The perfect breakfast for me is the kind you get at a typical American diner. Two eggs overeasy, potatoes, sausage, two pieces sourdough toast, one for butter and one for grape jam. And an appointment with a laprascopic surgeon in July.

Obviously, now I can’t look at my perfect breakfast unless I call an ambulance before taking the first bite. I’ve been trying to get into cereals but there are so many that I just get confused. Which ones are not completely unhealthy? I love Fruit Loops but even I’m not so clueless that I don’t understand that they are not really food.

So, folks. What do you eat for breakfast? Even if I can’t mimic you, I can at least read about people enjoying their breakfasts.

Happy Moment

One of the most wonderful moments in a woman’s day is the moment when she can take off the tights. It’s almost whether wearing tights just to experience the relief of getting rid of them.

Magical Food

Everything hurts my gallbladder. Everything except for steamed fish and steamed vegetables. And I used to love them, but after eating them twice a day every day for months, I can’t look at them any more.

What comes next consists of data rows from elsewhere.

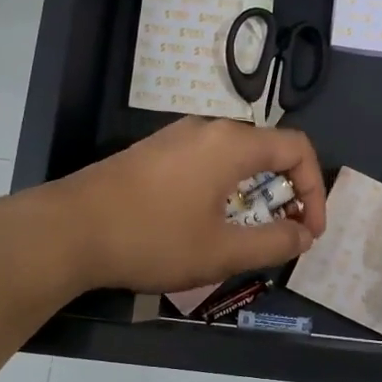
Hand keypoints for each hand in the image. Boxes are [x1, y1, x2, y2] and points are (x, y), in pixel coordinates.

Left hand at [54, 117, 327, 293]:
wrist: (67, 230)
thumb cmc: (152, 239)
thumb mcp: (221, 252)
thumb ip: (273, 243)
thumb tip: (303, 235)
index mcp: (231, 144)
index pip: (297, 149)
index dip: (315, 189)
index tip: (308, 231)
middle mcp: (207, 129)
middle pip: (267, 150)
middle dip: (286, 192)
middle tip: (282, 233)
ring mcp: (176, 137)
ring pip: (235, 157)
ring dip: (254, 193)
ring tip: (247, 233)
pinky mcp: (153, 152)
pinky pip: (206, 162)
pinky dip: (224, 188)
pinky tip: (205, 222)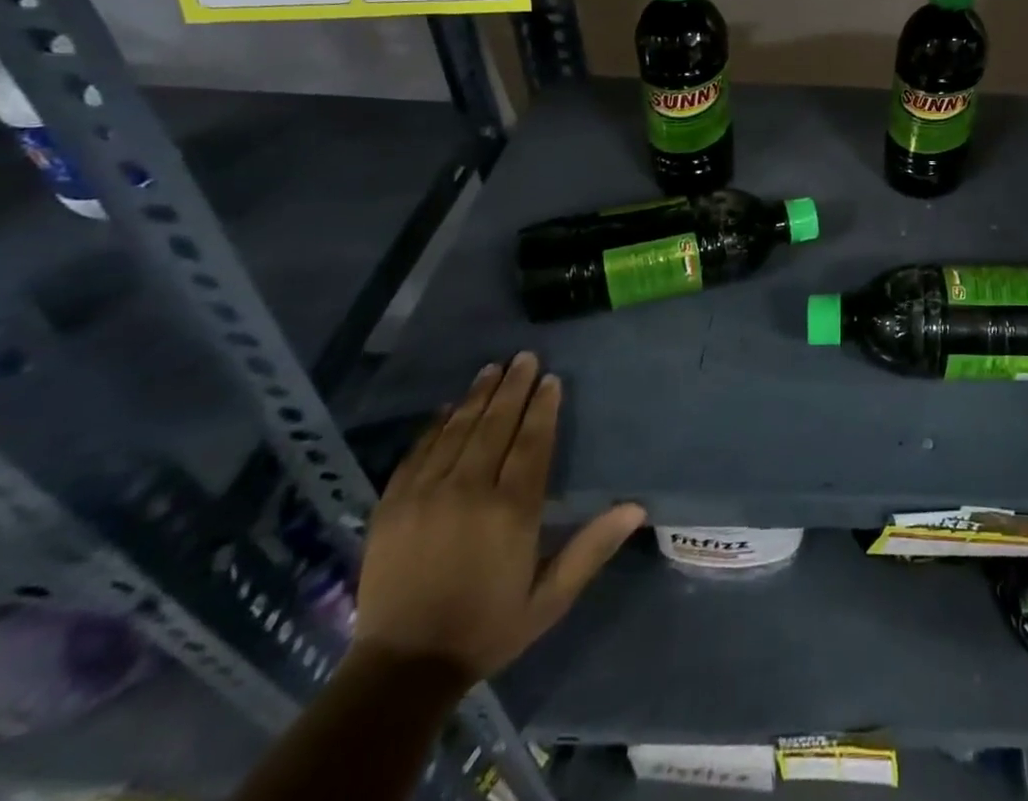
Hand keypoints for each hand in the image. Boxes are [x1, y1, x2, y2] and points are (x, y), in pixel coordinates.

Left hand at [351, 353, 644, 684]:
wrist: (401, 671)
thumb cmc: (487, 628)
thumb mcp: (550, 598)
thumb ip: (592, 548)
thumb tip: (637, 507)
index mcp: (511, 510)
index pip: (532, 441)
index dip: (543, 407)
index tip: (551, 379)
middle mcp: (468, 491)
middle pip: (495, 425)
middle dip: (513, 387)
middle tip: (524, 357)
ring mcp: (425, 495)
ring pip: (457, 430)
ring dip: (477, 396)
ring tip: (492, 369)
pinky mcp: (391, 506)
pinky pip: (417, 452)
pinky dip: (435, 425)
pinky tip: (448, 408)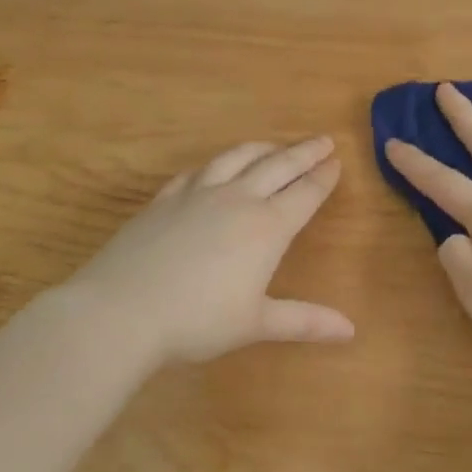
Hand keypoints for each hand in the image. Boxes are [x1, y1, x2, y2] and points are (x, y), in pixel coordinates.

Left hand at [63, 136, 354, 364]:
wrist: (121, 311)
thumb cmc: (197, 321)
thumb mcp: (256, 324)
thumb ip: (304, 321)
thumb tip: (351, 331)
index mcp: (267, 227)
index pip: (305, 194)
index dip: (324, 177)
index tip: (337, 161)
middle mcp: (237, 200)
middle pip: (278, 167)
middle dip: (304, 152)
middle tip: (323, 140)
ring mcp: (197, 195)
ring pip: (237, 158)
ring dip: (262, 148)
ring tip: (274, 145)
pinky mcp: (164, 200)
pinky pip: (197, 172)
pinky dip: (216, 164)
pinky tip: (215, 167)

The only thing I can it that somehow magically doesn’t hurt me is food at the Indian buffet. I don’t know how it works because I’m sure it’s really not fat-free at all, to put it mildly. But it has no bad effect on me. It was the same when I had severe gestational diabetes. I couldn’t eat anything without my sugar going through the roof. Except for food from that buffet (obviously,I didn’t touch rice or bread.)

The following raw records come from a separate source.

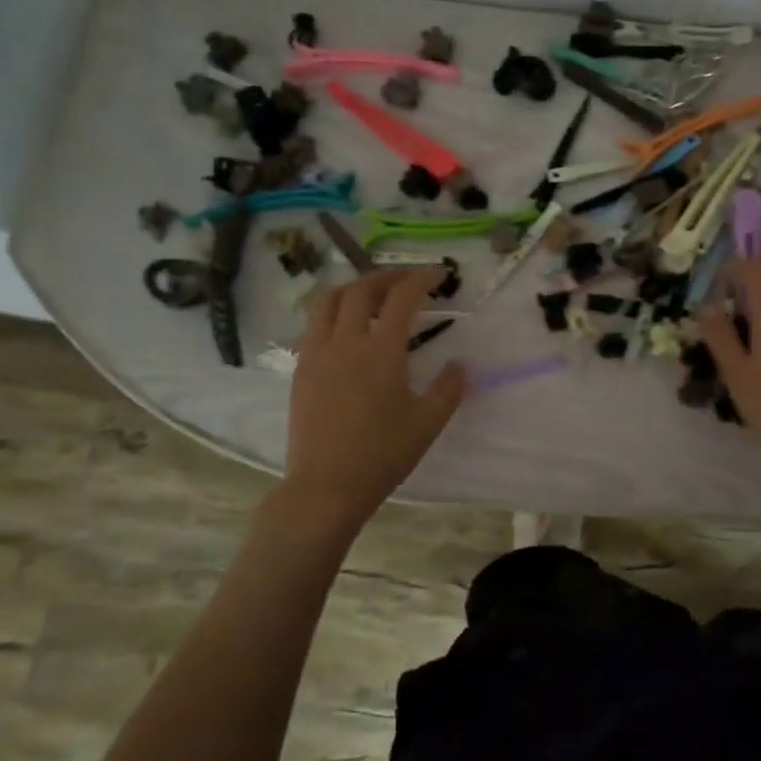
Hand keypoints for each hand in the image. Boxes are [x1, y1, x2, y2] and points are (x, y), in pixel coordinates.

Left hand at [280, 268, 466, 528]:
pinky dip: (333, 311)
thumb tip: (459, 364)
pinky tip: (345, 327)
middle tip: (407, 280)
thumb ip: (449, 389)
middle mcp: (346, 341)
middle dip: (388, 276)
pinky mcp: (301, 369)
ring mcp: (317, 353)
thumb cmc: (382, 455)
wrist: (326, 487)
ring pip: (329, 300)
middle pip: (363, 289)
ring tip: (372, 294)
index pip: (402, 297)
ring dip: (354, 287)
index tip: (439, 273)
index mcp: (381, 351)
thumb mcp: (427, 423)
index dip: (422, 278)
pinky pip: (314, 324)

The only other thing that has this effect on me is borscht. But borscht is native to my culture, so that makes sense.

Easter Brunch

Wanted to go to the local Easter brunch. Checked out the menu:

Here’s our menu for the buffet –
** carving, waffle, and omelette stations
**8 types of salad
** Eggs Benedict, scrambled eggs
** french toast bake
** bacon, sausage
** smoked trout crepe
** roasted chicken with mushroom risotto
** black and blue beef wellington
** orecchiette pasta with Sicilian lentil sauce
** roasted vegetable medley
** shaved Brussels sprouts with prosciutto and cranberry
** Duchess potatoes
** white truffle mac-n-cheese
** seafood gumbo
** chicken & wild rice soup
** breakfast pastries and assorted desserts

I can have absolutely nothing whatsoever on this menu before my surgery. Which is in July.